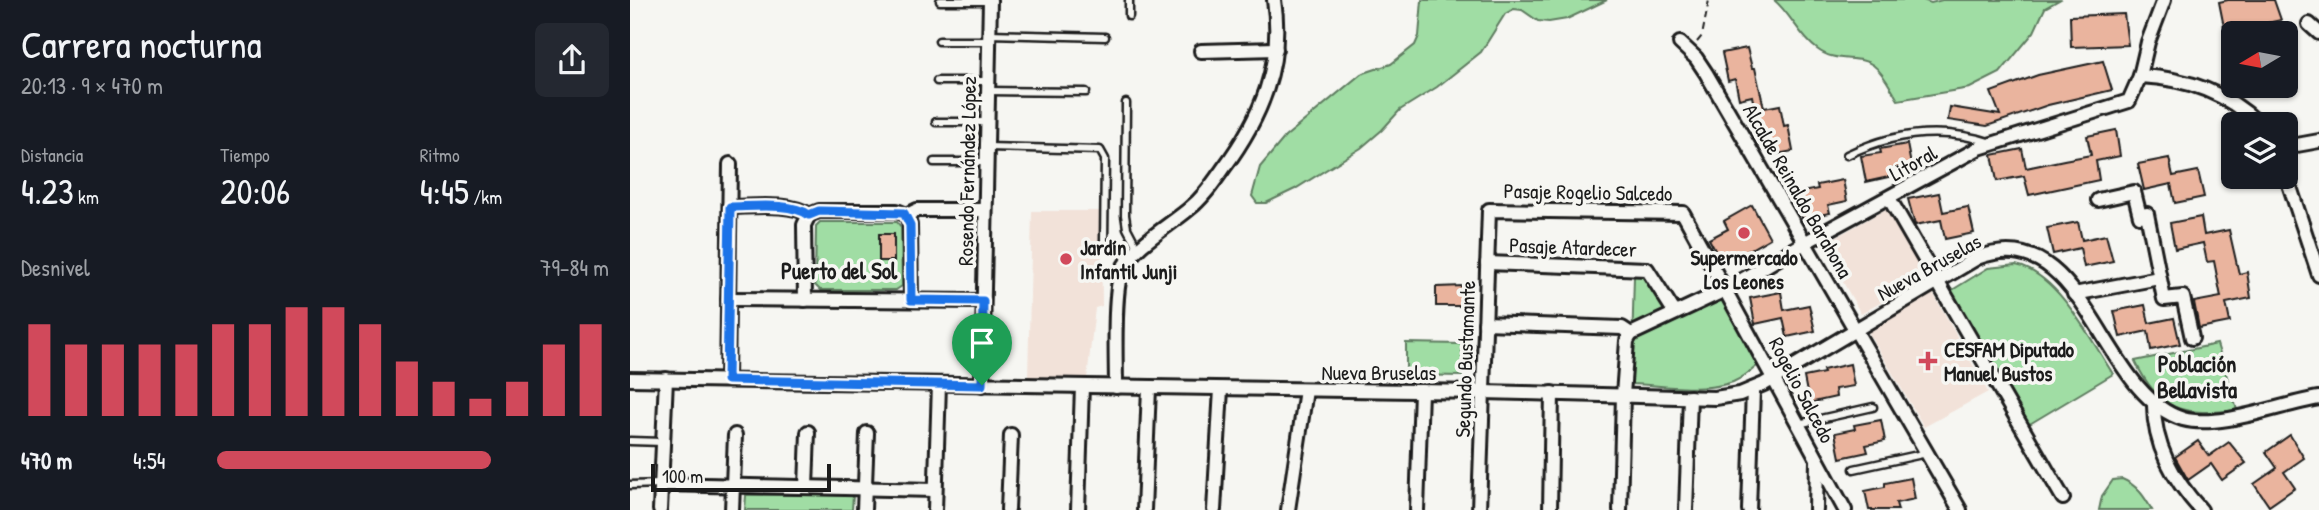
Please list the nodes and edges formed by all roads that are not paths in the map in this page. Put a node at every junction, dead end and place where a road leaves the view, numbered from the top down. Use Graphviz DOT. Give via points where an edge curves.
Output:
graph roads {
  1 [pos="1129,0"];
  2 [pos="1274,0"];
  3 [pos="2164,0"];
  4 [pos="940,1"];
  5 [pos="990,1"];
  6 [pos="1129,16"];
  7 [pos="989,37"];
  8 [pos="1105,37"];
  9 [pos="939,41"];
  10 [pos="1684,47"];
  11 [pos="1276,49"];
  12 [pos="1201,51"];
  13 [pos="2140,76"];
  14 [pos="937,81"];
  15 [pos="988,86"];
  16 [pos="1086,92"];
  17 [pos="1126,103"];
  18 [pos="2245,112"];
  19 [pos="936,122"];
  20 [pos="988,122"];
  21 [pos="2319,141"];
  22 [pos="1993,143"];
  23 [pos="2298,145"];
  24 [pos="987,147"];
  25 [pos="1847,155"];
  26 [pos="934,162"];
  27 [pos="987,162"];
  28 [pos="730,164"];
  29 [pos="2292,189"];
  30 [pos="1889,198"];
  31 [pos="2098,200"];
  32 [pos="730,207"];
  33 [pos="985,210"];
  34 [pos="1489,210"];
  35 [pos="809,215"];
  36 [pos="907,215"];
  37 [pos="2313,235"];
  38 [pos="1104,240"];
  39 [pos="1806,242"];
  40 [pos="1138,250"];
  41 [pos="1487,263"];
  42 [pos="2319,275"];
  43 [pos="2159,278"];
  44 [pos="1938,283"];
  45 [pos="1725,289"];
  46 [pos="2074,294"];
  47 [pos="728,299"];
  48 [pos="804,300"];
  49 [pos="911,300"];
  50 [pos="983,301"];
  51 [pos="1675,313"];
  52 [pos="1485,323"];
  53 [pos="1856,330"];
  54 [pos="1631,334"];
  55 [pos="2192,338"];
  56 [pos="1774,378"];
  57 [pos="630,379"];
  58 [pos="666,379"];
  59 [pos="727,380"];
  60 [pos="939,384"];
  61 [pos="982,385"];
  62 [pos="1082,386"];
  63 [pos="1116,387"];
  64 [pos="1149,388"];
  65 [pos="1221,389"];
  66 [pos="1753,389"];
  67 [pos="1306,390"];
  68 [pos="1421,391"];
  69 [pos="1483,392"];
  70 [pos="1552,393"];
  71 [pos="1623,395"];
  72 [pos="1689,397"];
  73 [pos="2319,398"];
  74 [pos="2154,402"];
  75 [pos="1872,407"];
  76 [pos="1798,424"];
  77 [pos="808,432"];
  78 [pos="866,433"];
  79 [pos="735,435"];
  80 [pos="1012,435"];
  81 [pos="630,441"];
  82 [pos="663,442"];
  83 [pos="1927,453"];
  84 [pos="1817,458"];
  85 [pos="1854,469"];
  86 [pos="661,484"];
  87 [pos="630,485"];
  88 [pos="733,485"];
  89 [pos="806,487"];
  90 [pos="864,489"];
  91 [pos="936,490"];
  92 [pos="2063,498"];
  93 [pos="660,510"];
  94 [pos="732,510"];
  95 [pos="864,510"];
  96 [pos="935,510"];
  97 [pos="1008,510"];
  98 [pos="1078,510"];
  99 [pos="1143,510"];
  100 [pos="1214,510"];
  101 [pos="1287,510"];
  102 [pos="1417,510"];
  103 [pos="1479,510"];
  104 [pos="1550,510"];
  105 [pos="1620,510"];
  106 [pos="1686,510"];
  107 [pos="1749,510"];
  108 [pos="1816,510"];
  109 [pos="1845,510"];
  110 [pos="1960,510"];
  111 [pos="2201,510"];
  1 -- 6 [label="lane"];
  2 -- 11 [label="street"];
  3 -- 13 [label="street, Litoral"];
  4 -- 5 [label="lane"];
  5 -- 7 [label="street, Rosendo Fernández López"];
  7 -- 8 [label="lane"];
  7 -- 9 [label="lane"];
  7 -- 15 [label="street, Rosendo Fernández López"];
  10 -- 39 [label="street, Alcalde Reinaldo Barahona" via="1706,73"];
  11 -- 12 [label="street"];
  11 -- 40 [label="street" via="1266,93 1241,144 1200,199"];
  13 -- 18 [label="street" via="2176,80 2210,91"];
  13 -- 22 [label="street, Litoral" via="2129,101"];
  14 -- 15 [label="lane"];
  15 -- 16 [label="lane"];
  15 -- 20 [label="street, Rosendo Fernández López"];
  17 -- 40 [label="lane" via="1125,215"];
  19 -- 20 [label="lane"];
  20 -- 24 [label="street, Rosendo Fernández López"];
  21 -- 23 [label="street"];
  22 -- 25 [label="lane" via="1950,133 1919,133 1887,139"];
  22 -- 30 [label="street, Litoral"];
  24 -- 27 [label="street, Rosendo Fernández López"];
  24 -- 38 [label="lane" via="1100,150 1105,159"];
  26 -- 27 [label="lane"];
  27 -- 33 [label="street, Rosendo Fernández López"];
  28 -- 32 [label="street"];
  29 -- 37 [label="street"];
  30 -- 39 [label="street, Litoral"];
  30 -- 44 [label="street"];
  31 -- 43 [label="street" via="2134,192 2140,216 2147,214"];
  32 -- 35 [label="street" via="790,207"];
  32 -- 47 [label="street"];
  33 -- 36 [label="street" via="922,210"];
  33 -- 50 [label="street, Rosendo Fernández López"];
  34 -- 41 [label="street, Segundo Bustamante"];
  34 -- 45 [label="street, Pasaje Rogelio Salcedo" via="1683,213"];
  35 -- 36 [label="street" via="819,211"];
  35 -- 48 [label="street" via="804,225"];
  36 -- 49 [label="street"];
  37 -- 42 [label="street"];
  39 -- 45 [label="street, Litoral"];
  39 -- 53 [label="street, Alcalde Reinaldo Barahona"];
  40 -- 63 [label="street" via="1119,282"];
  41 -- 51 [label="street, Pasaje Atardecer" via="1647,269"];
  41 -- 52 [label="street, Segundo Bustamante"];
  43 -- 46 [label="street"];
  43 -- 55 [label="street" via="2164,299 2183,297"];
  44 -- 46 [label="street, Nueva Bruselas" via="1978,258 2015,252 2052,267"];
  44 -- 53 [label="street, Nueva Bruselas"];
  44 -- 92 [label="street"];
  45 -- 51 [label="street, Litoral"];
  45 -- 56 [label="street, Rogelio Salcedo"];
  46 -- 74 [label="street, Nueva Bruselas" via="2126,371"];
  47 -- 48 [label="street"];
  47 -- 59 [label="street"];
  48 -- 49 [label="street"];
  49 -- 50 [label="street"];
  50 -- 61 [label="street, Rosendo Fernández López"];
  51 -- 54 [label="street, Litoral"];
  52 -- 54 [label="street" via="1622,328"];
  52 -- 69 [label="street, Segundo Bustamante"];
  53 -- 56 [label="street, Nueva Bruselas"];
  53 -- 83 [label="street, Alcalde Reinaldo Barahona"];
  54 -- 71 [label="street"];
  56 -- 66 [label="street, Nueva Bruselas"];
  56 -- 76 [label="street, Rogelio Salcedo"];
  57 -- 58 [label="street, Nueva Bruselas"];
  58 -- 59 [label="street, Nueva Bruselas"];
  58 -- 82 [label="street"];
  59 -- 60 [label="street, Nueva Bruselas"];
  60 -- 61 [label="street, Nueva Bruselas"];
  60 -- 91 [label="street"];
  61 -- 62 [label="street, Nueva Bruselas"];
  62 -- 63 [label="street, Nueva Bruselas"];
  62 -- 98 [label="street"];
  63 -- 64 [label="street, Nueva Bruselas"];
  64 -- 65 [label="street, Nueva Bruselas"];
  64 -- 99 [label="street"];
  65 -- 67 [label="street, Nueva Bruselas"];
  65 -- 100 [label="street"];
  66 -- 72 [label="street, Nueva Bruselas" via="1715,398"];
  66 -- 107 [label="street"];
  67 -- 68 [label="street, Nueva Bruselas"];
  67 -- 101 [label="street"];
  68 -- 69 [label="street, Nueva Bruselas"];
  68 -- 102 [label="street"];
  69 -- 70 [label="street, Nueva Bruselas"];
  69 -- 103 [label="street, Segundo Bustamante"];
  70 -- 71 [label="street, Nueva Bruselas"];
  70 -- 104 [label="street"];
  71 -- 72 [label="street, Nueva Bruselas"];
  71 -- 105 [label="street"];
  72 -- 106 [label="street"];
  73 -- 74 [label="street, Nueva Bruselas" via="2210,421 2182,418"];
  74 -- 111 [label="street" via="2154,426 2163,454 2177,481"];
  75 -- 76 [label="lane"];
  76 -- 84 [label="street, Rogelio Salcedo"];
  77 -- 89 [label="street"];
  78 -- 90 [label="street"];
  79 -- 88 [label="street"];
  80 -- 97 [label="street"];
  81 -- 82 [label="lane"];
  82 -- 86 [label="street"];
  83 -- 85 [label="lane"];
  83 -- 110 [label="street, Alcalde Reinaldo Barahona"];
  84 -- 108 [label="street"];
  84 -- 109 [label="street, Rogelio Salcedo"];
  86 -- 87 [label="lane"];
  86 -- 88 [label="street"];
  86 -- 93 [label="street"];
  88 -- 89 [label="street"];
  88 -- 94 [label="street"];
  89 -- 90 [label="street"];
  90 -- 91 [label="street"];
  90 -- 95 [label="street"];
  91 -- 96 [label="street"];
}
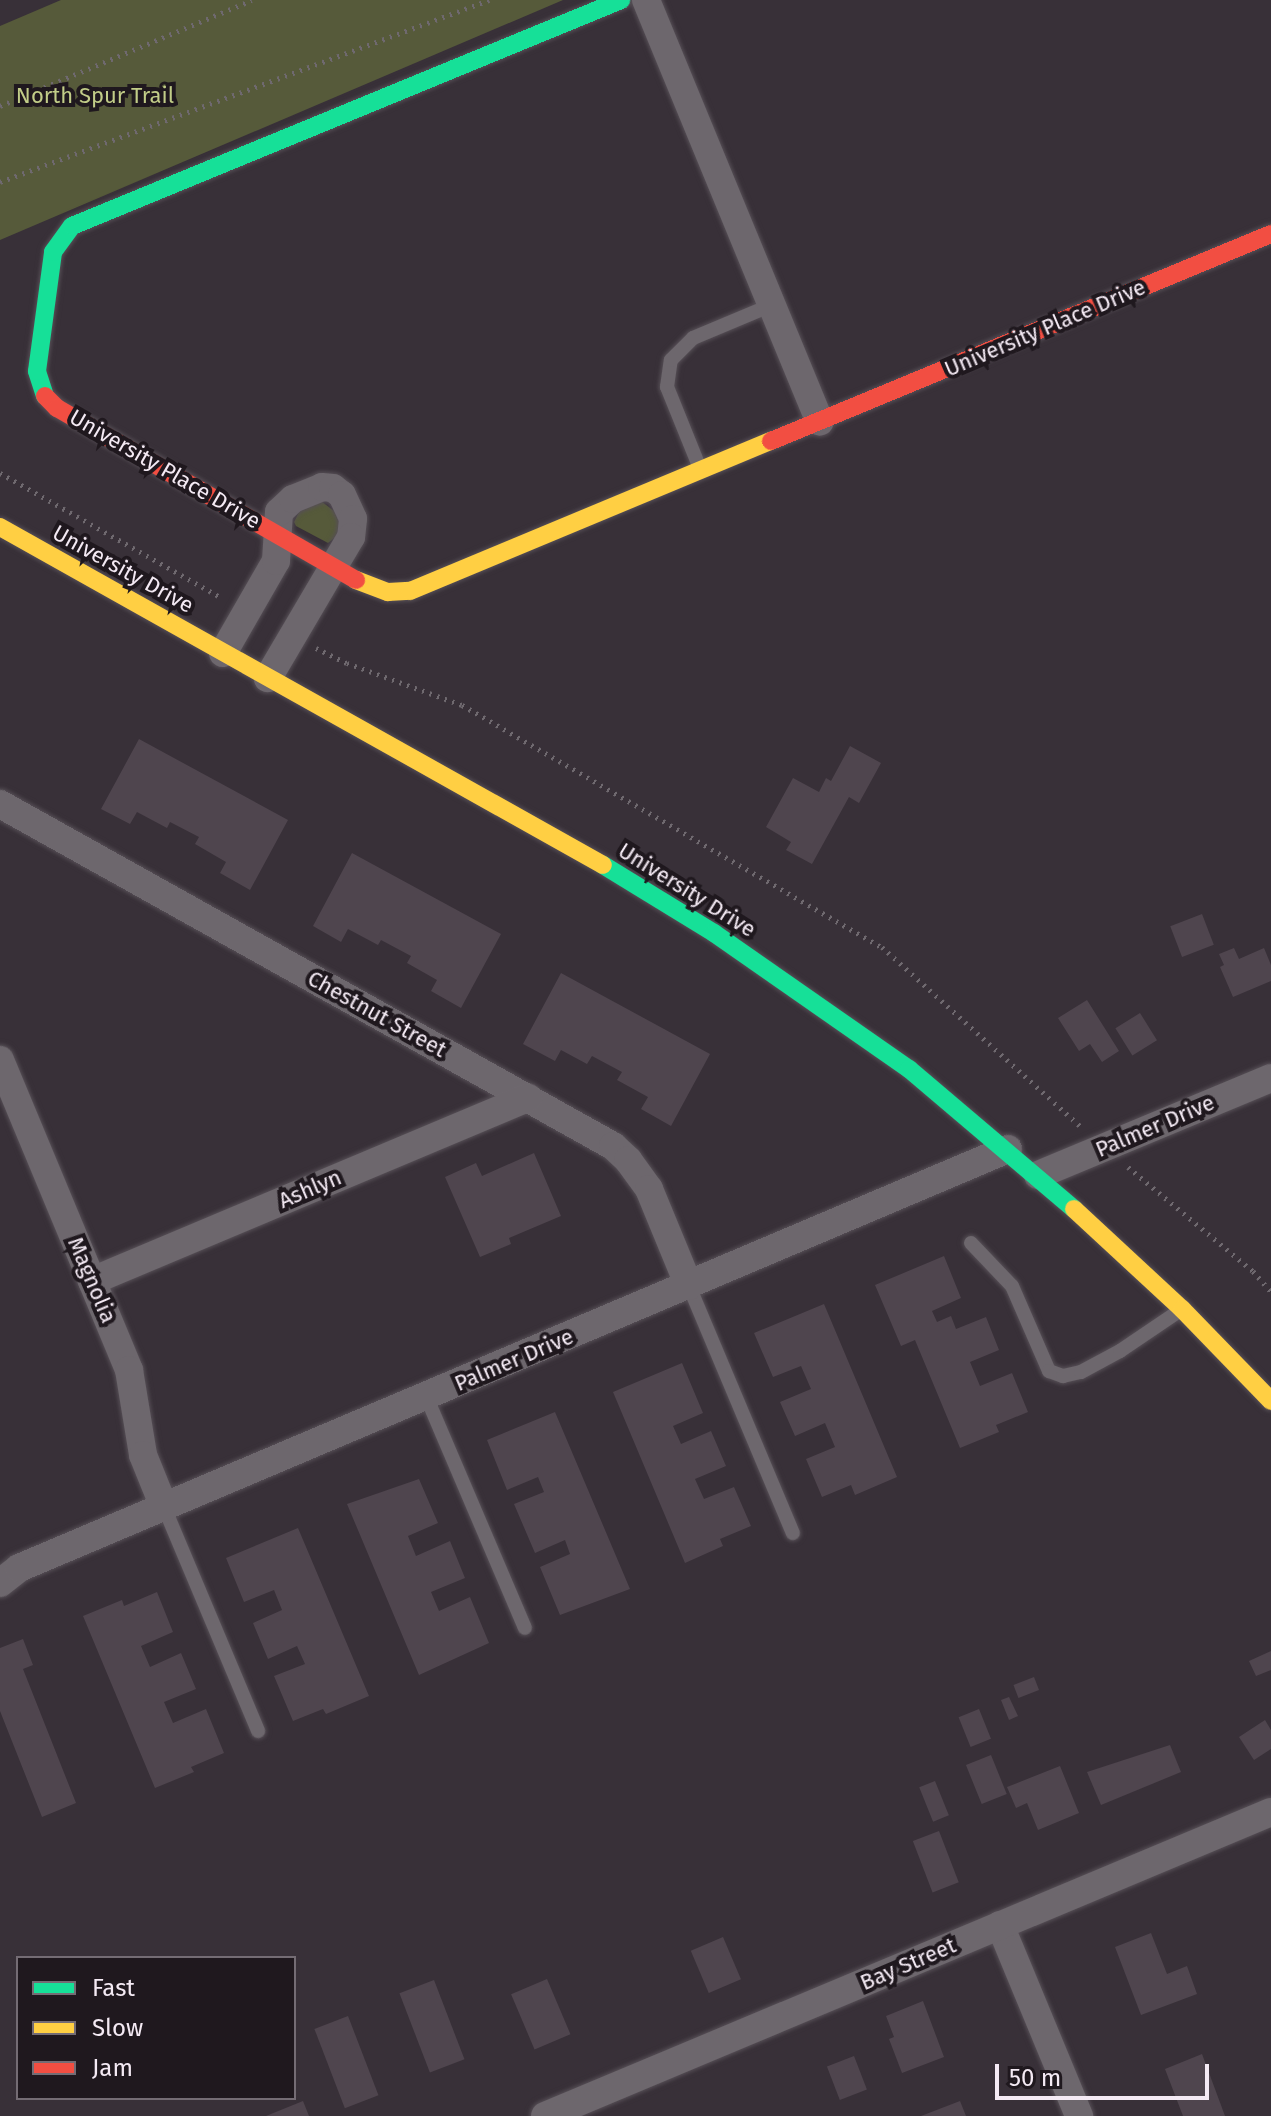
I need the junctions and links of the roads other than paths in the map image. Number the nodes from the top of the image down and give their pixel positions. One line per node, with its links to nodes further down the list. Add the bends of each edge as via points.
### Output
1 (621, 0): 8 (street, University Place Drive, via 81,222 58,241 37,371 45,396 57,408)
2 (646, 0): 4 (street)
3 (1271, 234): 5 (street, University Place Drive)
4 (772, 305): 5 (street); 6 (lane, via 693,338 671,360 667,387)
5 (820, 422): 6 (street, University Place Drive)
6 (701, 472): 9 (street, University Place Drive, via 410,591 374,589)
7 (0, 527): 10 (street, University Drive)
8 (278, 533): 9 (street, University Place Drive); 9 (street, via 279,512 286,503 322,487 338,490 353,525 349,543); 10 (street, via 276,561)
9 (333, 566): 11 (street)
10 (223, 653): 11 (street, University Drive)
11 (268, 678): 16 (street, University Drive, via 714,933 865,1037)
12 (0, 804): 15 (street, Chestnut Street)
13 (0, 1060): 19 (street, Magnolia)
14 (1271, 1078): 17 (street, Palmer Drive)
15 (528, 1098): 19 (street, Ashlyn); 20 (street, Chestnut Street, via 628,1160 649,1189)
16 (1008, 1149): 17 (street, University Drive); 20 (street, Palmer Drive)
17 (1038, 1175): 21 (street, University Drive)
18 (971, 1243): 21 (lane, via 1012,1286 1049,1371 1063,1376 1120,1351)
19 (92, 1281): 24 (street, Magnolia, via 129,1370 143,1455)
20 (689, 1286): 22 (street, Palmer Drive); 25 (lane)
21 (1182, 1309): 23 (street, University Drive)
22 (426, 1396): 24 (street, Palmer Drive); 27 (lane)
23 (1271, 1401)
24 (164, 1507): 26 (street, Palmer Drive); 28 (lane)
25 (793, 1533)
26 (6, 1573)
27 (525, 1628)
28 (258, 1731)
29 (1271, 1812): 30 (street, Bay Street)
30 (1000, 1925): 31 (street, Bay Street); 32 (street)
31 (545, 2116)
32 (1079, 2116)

ASSIGNED TASK —
Number of lines above containing the word "Pasaje": state it and add nothing else.

COMPLETED EXERCISE —
2